I'll keep using Claude a lot for multimodality and artifacts but much of my usage has shifted to K2. Claude's sycophancy is particular is tiresome. I don't use ChatGPT/Gemini because they hide the raw thinking tokens, which is really cringe.
- Groq does quantise. Look at this benchmark from moonshotai for K2 where they compare their official implementation to third party providers.
https://github.com/MoonshotAI/K2-Vendor-Verifier
It's one of the lowest rated on that table.
- The french comic pirate scene has an interesting rule where they keep a ~6 month time lag on what they release. The scene is small enough that the rule generally works.
It's a really good trade-off. I would never have gotten into these comics without piracy but now if something catches my eye, I don't mind buying on release (and stripping the DRM for personal use).
Most of my downloading is closer to collecting/hoarding/cataloguing behaviour but if I fully read something I enjoy, I'll support the author in some way.
- Merge comments? https://www.hackerneue.com/item?id=44331150
I'm really getting bored of Anthropic's whole song and dance with 'alignment'. Krackers in the other thread explains it in better words.
- Agree completely. When I read the Gemma 3 paper (https://arxiv.org/html/2503.19786v1) and saw an entire section dedicated to measuring and reducing the memorization rate I was annoyed. How does this benefit end users at all?
I want the language model I'm using to have knowledge of cultural artifacts. Gemma 3 27B was useless at a question related to grouping Berserk characters by potential baldurs gate 3 classes; Claude did fine. The methods used to reduce memorisation rate probably also deteriorate performance in some other ways that don't show up on benchmarks.
- > Finally, we've introduced thinking summaries for Claude 4 models that use a smaller model to condense lengthy thought processes. This summarization is only needed about 5% of the time—most thought processes are short enough to display in full. Users requiring raw chains of thought for advanced prompt engineering can contact sales about our new Developer Mode to retain full access.
Extremely cringe behaviour. Raw CoTs are super useful for debugging errors in data extraction pipelines.
After Deepseek R1 I had hope that other companies would be more open about these things.
- The linked blog is down. But agreed, I would especially like to see this particular thing fixed.
> Property ordering
> When you're working with JSON schemas in the Gemini API, the order of properties is important. By default, the API orders properties alphabetically and does not preserve the order in which the properties are defined (although the Google Gen Al SDKs may preserve this order). If you're providing examples to the model with a schema configured, and the property ordering of the examples is not consistent with the property ordering of the schema, the output could be rambling or unexpected.
- Actually you can't do "system" roles at all with OpenAI models now.
You can use the "developer" role which is above the "user" role but below "platform" in the hierarchy.
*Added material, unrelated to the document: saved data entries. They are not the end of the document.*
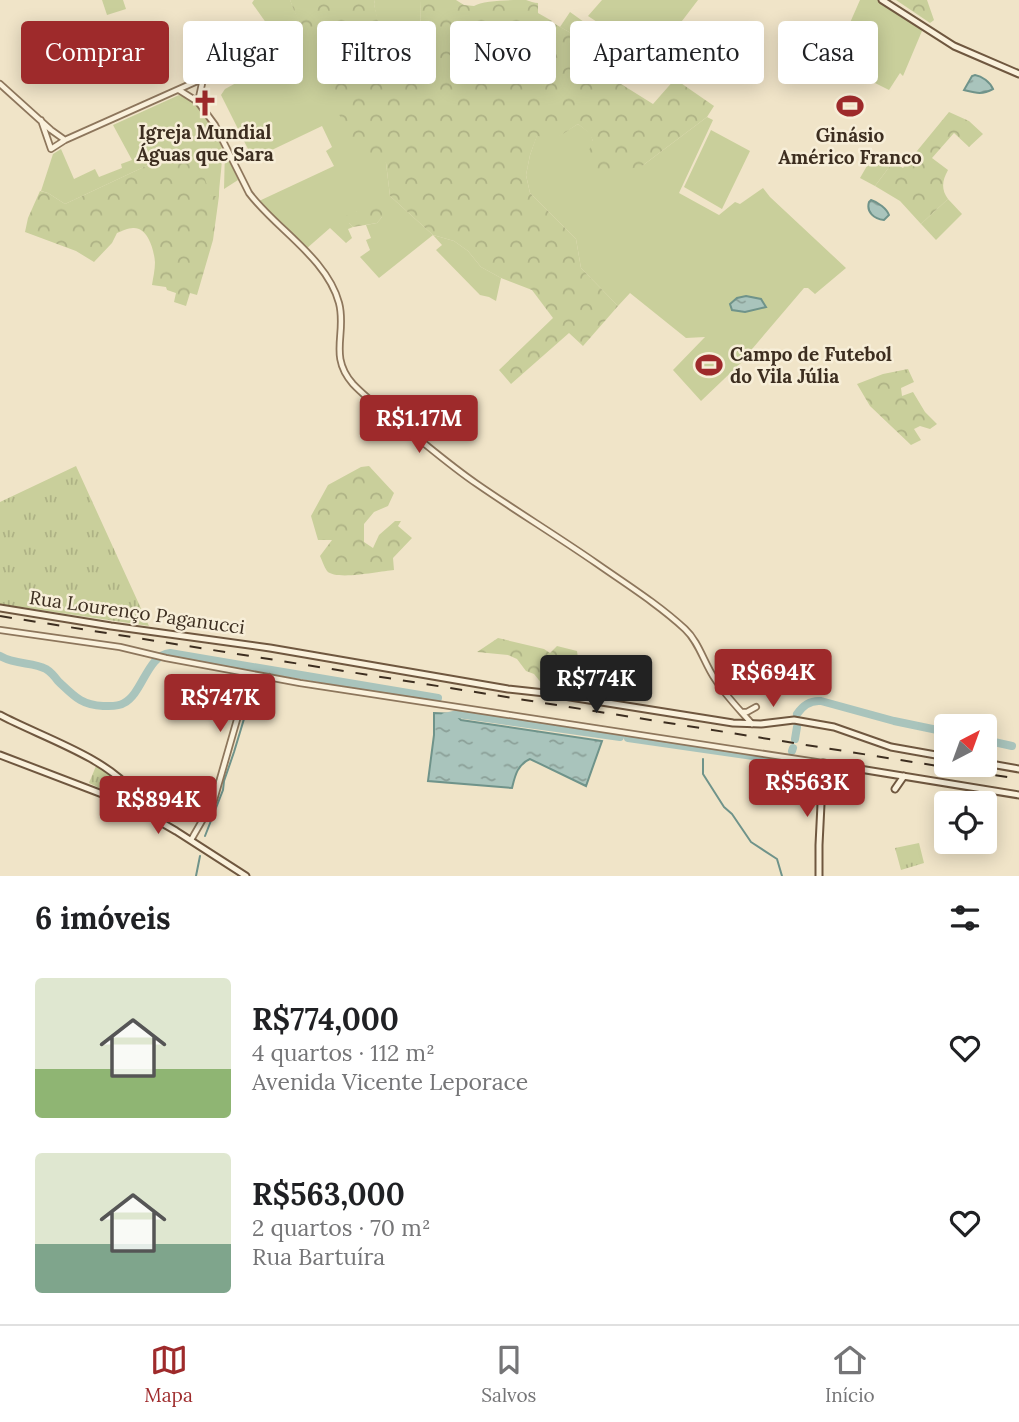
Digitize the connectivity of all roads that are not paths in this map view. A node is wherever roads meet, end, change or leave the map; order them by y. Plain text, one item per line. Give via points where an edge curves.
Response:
1 (882, 0) edge
2 (1019, 74) edge
3 (0, 84) edge
4 (179, 90) junction
5 (198, 102) junction
6 (41, 120) junction
7 (65, 141) junction
8 (0, 608) edge
9 (0, 630) edge
10 (270, 677) junction
11 (756, 707) dead end
12 (741, 712) junction
13 (0, 715) edge
14 (753, 724) junction
15 (0, 755) edge
16 (934, 755) edge
17 (823, 763) junction
18 (998, 765) edge
19 (1019, 769) edge
20 (904, 776) junction
21 (895, 789) dead end
22 (1019, 794) edge
23 (133, 802) junction
24 (191, 840) junction
25 (246, 876) edge
26 (819, 876) edge

1 - 2 main road via 954,46
3 - 6 street
4 - 5 street
4 - 5 street via 204,78
4 - 7 street
5 - 12 street via 256,203 318,266 333,288 341,315 340,360 352,383 454,467 655,604 693,638 714,678
6 - 7 street
6 - 7 street via 51,149
8 - 14 main road, Rua Lourenço Paganucci
9 - 10 street via 120,647
10 - 17 street
10 - 24 street via 247,695 214,800
11 - 12 street
12 - 14 street
13 - 23 main road via 116,775 132,791
14 - 16 main road, Rua Lourenço Paganucci via 798,721 834,727 891,747
15 - 23 main road
17 - 20 main road
17 - 26 main road
18 - 19 main road
20 - 21 main road
20 - 22 main road
23 - 24 main road
24 - 25 main road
https://cdn.openai.com/spec/model-spec-2024-05-08.html#follo...
I assume it has something to do with the underlying constraint grammar/token masks becoming too long/taking too long to compute. But as end users we have no way of figuring out what the actual limits are.
OpenAI has more generous limits on the schemas and clearer docs. https://platform.openai.com/docs/guides/structured-outputs#s....
You guys closed this issue for no reason: https://github.com/googleapis/python-genai/issues/660
Other than that, good work! I love how fast the Gemini models are. The current API is significantly less of a shitshow compared to last year with property ordering etc.